RECORDS FOR THE TASK >>
Segment Open

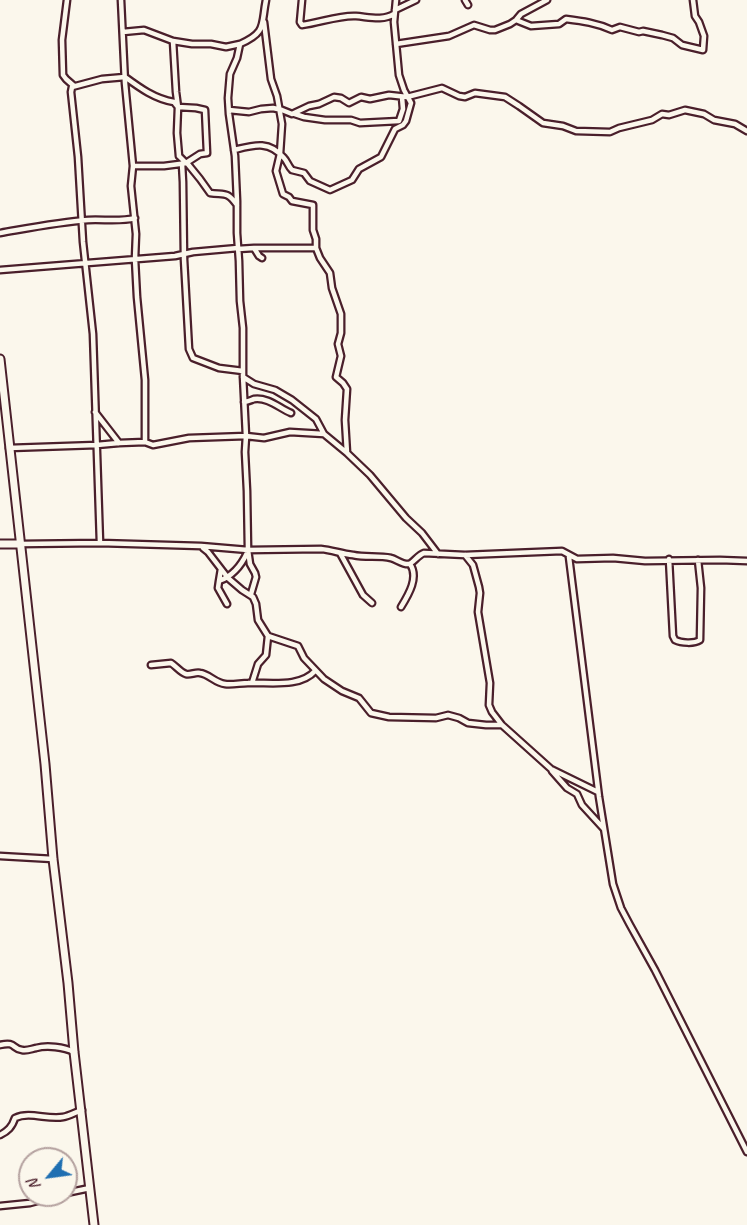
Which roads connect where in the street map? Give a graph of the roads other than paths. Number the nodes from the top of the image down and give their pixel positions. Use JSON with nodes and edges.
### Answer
{"nodes":[{"id":1,"x":67,"y":0,"type":"edge"},
{"id":2,"x":121,"y":0,"type":"edge"},
{"id":3,"x":266,"y":0,"type":"edge"},
{"id":4,"x":302,"y":0,"type":"edge"},
{"id":5,"x":396,"y":0,"type":"edge"},
{"id":6,"x":416,"y":0,"type":"edge"},
{"id":7,"x":547,"y":0,"type":"edge"},
{"id":8,"x":693,"y":0,"type":"edge"},
{"id":9,"x":393,"y":15,"type":"junction"},
{"id":10,"x":516,"y":20,"type":"junction"},
{"id":11,"x":264,"y":21,"type":"junction"},
{"id":12,"x":123,"y":32,"type":"junction"},
{"id":13,"x":173,"y":40,"type":"junction"},
{"id":14,"x":240,"y":44,"type":"junction"},
{"id":15,"x":396,"y":44,"type":"junction"},
{"id":16,"x":125,"y":77,"type":"junction"},
{"id":17,"x":74,"y":86,"type":"junction"},
{"id":18,"x":404,"y":97,"type":"junction"},
{"id":19,"x":178,"y":107,"type":"junction"},
{"id":20,"x":279,"y":109,"type":"junction"},
{"id":21,"x":229,"y":110,"type":"junction"},
{"id":22,"x":295,"y":114,"type":"junction"},
{"id":23,"x":747,"y":131,"type":"edge"},
{"id":24,"x":234,"y":150,"type":"junction"},
{"id":25,"x":280,"y":154,"type":"junction"},
{"id":26,"x":179,"y":156,"type":"junction"},
{"id":27,"x":181,"y":164,"type":"junction"},
{"id":28,"x":133,"y":166,"type":"junction"},
{"id":29,"x":237,"y":205,"type":"junction"},
{"id":30,"x":135,"y":218,"type":"junction"},
{"id":31,"x":82,"y":220,"type":"junction"},
{"id":32,"x":0,"y":233,"type":"edge"},
{"id":33,"x":238,"y":248,"type":"junction"},
{"id":34,"x":254,"y":248,"type":"junction"},
{"id":35,"x":316,"y":248,"type":"junction"},
{"id":36,"x":185,"y":254,"type":"junction"},
{"id":37,"x":262,"y":258,"type":"dead end"},
{"id":38,"x":135,"y":259,"type":"junction"},
{"id":39,"x":86,"y":262,"type":"junction"},
{"id":40,"x":0,"y":270,"type":"edge"},
{"id":41,"x":0,"y":359,"type":"edge"},
{"id":42,"x":243,"y":374,"type":"junction"},
{"id":43,"x":244,"y":402,"type":"junction"},
{"id":44,"x":95,"y":412,"type":"junction"},
{"id":45,"x":291,"y":413,"type":"dead end"},
{"id":46,"x":324,"y":434,"type":"junction"},
{"id":47,"x":246,"y":436,"type":"junction"},
{"id":48,"x":145,"y":442,"type":"junction"},
{"id":49,"x":119,"y":443,"type":"junction"},
{"id":50,"x":97,"y":445,"type":"junction"},
{"id":51,"x":9,"y":448,"type":"junction"},
{"id":52,"x":347,"y":453,"type":"junction"},
{"id":53,"x":100,"y":543,"type":"junction"},
{"id":54,"x":0,"y":544,"type":"edge"},
{"id":55,"x":20,"y":544,"type":"junction"},
{"id":56,"x":201,"y":546,"type":"junction"},
{"id":57,"x":248,"y":550,"type":"junction"},
{"id":58,"x":340,"y":553,"type":"junction"},
{"id":59,"x":438,"y":555,"type":"junction"},
{"id":60,"x":465,"y":555,"type":"junction"},
{"id":61,"x":568,"y":555,"type":"junction"},
{"id":62,"x":669,"y":559,"type":"junction"},
{"id":63,"x":698,"y":560,"type":"junction"},
{"id":64,"x":747,"y":561,"type":"edge"},
{"id":65,"x":410,"y":564,"type":"junction"},
{"id":66,"x":221,"y":570,"type":"junction"},
{"id":67,"x":228,"y":578,"type":"junction"},
{"id":68,"x":219,"y":581,"type":"junction"},
{"id":69,"x":251,"y":594,"type":"junction"},
{"id":70,"x":372,"y":603,"type":"dead end"},
{"id":71,"x":227,"y":604,"type":"dead end"},
{"id":72,"x":401,"y":607,"type":"dead end"},
{"id":73,"x":268,"y":636,"type":"junction"},
{"id":74,"x":152,"y":664,"type":"dead end"},
{"id":75,"x":315,"y":671,"type":"junction"},
{"id":76,"x":252,"y":682,"type":"junction"},
{"id":77,"x":502,"y":725,"type":"junction"},
{"id":78,"x":551,"y":769,"type":"junction"},
{"id":79,"x":598,"y":792,"type":"junction"},
{"id":80,"x":603,"y":829,"type":"junction"},
{"id":81,"x":0,"y":856,"type":"edge"},
{"id":82,"x":53,"y":859,"type":"junction"},
{"id":83,"x":0,"y":1045,"type":"edge"},
{"id":84,"x":73,"y":1049,"type":"junction"},
{"id":85,"x":81,"y":1110,"type":"junction"},
{"id":86,"x":0,"y":1135,"type":"edge"},
{"id":87,"x":744,"y":1139,"type":"edge"},
{"id":88,"x":747,"y":1152,"type":"edge"},
{"id":89,"x":90,"y":1188,"type":"junction"},
{"id":90,"x":78,"y":1190,"type":"edge"},
{"id":91,"x":18,"y":1204,"type":"edge"},
{"id":92,"x":0,"y":1206,"type":"edge"},
{"id":93,"x":94,"y":1225,"type":"edge"}],
"edges":[{"from":1,"to":17,"type":"street"},
{"from":2,"to":12,"type":"street"},
{"from":3,"to":11,"type":"street"},
{"from":4,"to":9,"type":"street"},
{"from":5,"to":9,"type":"street"},
{"from":6,"to":9,"type":"street"},
{"from":7,"to":10,"type":"street"},
{"from":8,"to":10,"type":"street"},
{"from":9,"to":15,"type":"street"},
{"from":10,"to":15,"type":"street"},
{"from":11,"to":14,"type":"street"},
{"from":11,"to":20,"type":"street"},
{"from":12,"to":13,"type":"street"},
{"from":12,"to":16,"type":"street"},
{"from":13,"to":14,"type":"street"},
{"from":13,"to":19,"type":"street"},
{"from":14,"to":21,"type":"street"},
{"from":15,"to":18,"type":"street"},
{"from":16,"to":17,"type":"street"},
{"from":16,"to":19,"type":"street"},
{"from":16,"to":28,"type":"street"},
{"from":17,"to":31,"type":"street"},
{"from":18,"to":22,"type":"street"},
{"from":18,"to":22,"type":"street"},
{"from":18,"to":23,"type":"street"},
{"from":18,"to":25,"type":"street"},
{"from":19,"to":26,"type":"street"},
{"from":19,"to":27,"type":"street"},
{"from":20,"to":21,"type":"street"},
{"from":20,"to":22,"type":"street"},
{"from":20,"to":25,"type":"street"},
{"from":21,"to":24,"type":"street"},
{"from":24,"to":25,"type":"street"},
{"from":24,"to":29,"type":"street"},
{"from":25,"to":35,"type":"street"},
{"from":26,"to":27,"type":"street"},
{"from":26,"to":27,"type":"street"},
{"from":27,"to":28,"type":"street"},
{"from":27,"to":29,"type":"street"},
{"from":27,"to":36,"type":"street"},
{"from":28,"to":30,"type":"street"},
{"from":29,"to":33,"type":"street"},
{"from":30,"to":31,"type":"street"},
{"from":30,"to":38,"type":"street"},
{"from":31,"to":32,"type":"street"},
{"from":31,"to":39,"type":"street"},
{"from":33,"to":34,"type":"street"},
{"from":33,"to":36,"type":"street"},
{"from":33,"to":42,"type":"street"},
{"from":34,"to":35,"type":"street"},
{"from":34,"to":37,"type":"street"},
{"from":35,"to":52,"type":"street"},
{"from":36,"to":38,"type":"street"},
{"from":36,"to":42,"type":"street"},
{"from":38,"to":39,"type":"street"},
{"from":38,"to":48,"type":"street"},
{"from":39,"to":40,"type":"street"},
{"from":39,"to":44,"type":"street"},
{"from":41,"to":51,"type":"main road"},
{"from":42,"to":43,"type":"street"},
{"from":42,"to":46,"type":"street"},
{"from":43,"to":45,"type":"street"},
{"from":43,"to":47,"type":"street"},
{"from":44,"to":49,"type":"street"},
{"from":44,"to":50,"type":"street"},
{"from":46,"to":47,"type":"street"},
{"from":46,"to":52,"type":"street"},
{"from":47,"to":48,"type":"street"},
{"from":47,"to":57,"type":"street"},
{"from":48,"to":49,"type":"street"},
{"from":49,"to":50,"type":"street"},
{"from":50,"to":51,"type":"street"},
{"from":50,"to":53,"type":"street"},
{"from":51,"to":55,"type":"main road"},
{"from":52,"to":59,"type":"street"},
{"from":53,"to":55,"type":"street"},
{"from":53,"to":56,"type":"street"},
{"from":54,"to":55,"type":"main road"},
{"from":55,"to":82,"type":"main road"},
{"from":56,"to":57,"type":"street"},
{"from":56,"to":66,"type":"street"},
{"from":57,"to":58,"type":"street"},
{"from":57,"to":67,"type":"street"},
{"from":57,"to":69,"type":"street"},
{"from":58,"to":65,"type":"street"},
{"from":58,"to":70,"type":"street"},
{"from":59,"to":60,"type":"street"},
{"from":59,"to":65,"type":"street"},
{"from":60,"to":61,"type":"street"},
{"from":60,"to":77,"type":"street"},
{"from":61,"to":62,"type":"street"},
{"from":61,"to":79,"type":"street"},
{"from":62,"to":63,"type":"street"},
{"from":62,"to":63,"type":"street"},
{"from":63,"to":64,"type":"street"},
{"from":65,"to":72,"type":"street"},
{"from":66,"to":67,"type":"street"},
{"from":66,"to":68,"type":"street"},
{"from":67,"to":68,"type":"street"},
{"from":67,"to":69,"type":"street"},
{"from":68,"to":71,"type":"street"},
{"from":69,"to":73,"type":"street"},
{"from":73,"to":75,"type":"street"},
{"from":73,"to":76,"type":"street"},
{"from":74,"to":76,"type":"street"},
{"from":75,"to":76,"type":"street"},
{"from":75,"to":77,"type":"street"},
{"from":77,"to":78,"type":"street"},
{"from":78,"to":79,"type":"street"},
{"from":78,"to":80,"type":"street"},
{"from":79,"to":80,"type":"street"},
{"from":80,"to":87,"type":"street"},
{"from":81,"to":82,"type":"street"},
{"from":82,"to":84,"type":"main road"},
{"from":83,"to":84,"type":"street"},
{"from":84,"to":85,"type":"main road"},
{"from":85,"to":86,"type":"street"},
{"from":85,"to":89,"type":"main road"},
{"from":87,"to":88,"type":"street"},
{"from":89,"to":90,"type":"street"},
{"from":89,"to":93,"type":"main road"},
{"from":91,"to":92,"type":"street"}]}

Segment Closed

DESCRIPTION OF THE TASK >>
A single number is the expected answer: how many lines of the records above contain the word "nodes".

TASK RESULT >>
2